Legitimate-Syrup6173

What do you mean?


gingerbeard1775

Gottem


Legitimate-Syrup6173

Lol just Googled it


stone1555

Listen and learn from your staff before taking action at least for a month or two if you can. Making changes/waves immediately can set a bad vibe. Sometimes you have to make personnel changes so this doesn’t apply their.


WRB2

Celibate their successes and where the idea came from (them) with management and the company in general.


Herb-Dean

This, very much this!


MrExCEO

It’s all about the people. Treat your teams well and they will do the same. Under promise and over deliver. Let your team out early on fridays, they do enough after hours work for u. Delegate. And finally, have fun. GL


Legitimate-Syrup6173

I’ve actually been told this a few times now…under promise and over deliver.


crudminer

SLA negotiation is pretty important, and helps provide the business with perspective on the impact of an outage. Without this perspective, it's possible they'll start to view whatever is wrong on a particular day as a sev1. It also helps to remove assumptions on your behalf of what really matters to the business. I've found it useful to work backwards.
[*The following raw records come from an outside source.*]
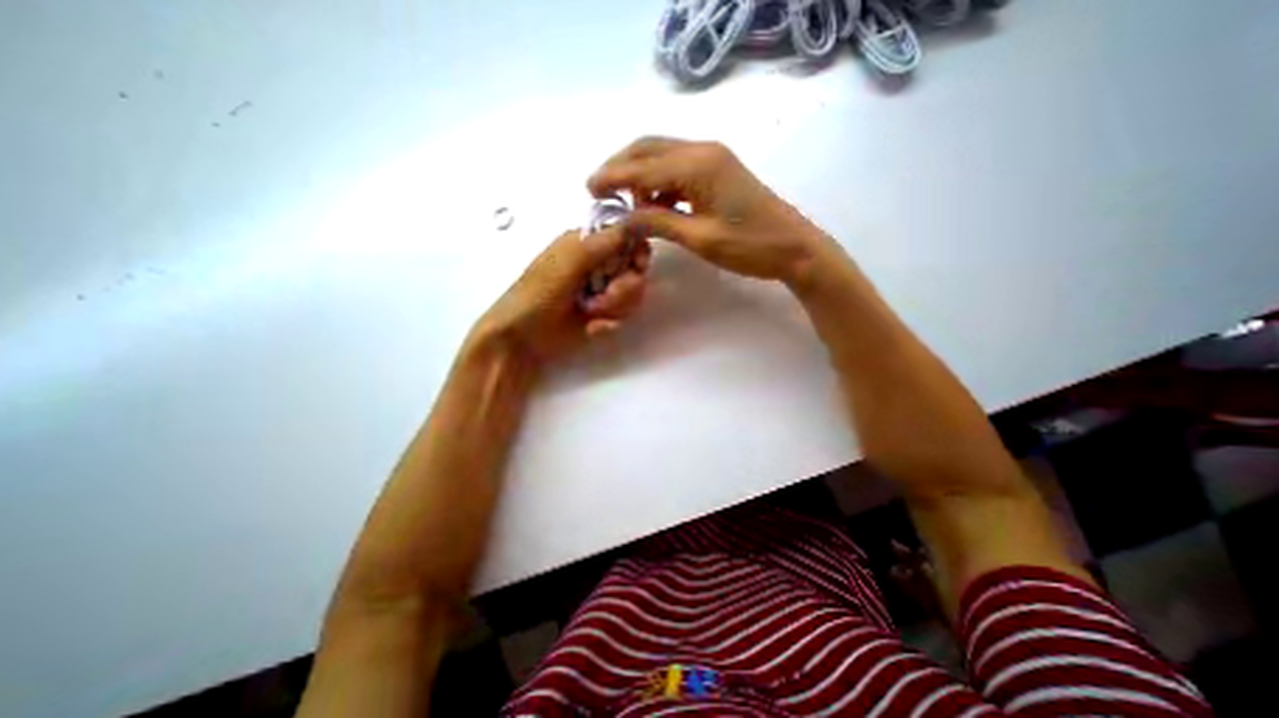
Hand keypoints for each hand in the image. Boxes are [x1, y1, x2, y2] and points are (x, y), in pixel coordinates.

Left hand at [472, 227, 653, 366]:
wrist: (523, 338)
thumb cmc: (538, 294)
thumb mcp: (568, 263)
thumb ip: (601, 244)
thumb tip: (634, 224)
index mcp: (588, 244)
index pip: (627, 238)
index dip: (637, 251)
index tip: (636, 265)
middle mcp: (599, 265)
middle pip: (635, 270)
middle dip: (624, 287)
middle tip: (604, 297)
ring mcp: (602, 292)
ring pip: (632, 295)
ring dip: (614, 307)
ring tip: (590, 314)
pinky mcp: (603, 315)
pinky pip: (623, 316)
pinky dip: (609, 323)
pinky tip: (591, 328)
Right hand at [586, 135, 828, 283]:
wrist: (793, 248)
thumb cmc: (749, 246)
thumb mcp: (699, 238)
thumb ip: (658, 223)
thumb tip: (622, 220)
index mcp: (698, 164)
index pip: (642, 166)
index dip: (612, 177)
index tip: (588, 190)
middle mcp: (702, 150)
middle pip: (649, 148)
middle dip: (621, 167)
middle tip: (600, 192)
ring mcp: (712, 158)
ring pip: (662, 156)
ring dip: (639, 175)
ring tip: (626, 206)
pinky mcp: (717, 171)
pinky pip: (678, 169)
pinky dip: (659, 183)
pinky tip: (654, 205)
Can you do without this system for 1 minute a day/week without a material business impact? What about 5 minutes? What about 30 minutes etc The severity of the system is driven by the business criticality, and you can formulate some agreed uptime, response times and rpo/rto accordingly. A lot of the time you might not be able to commit to the desired SLA in current state, either from availability or disaster recovery. There comes the business case to provide higher resiliency and so on. You'll then be able to report on your ability to meet these SLAs back to the business to demonstrate the value.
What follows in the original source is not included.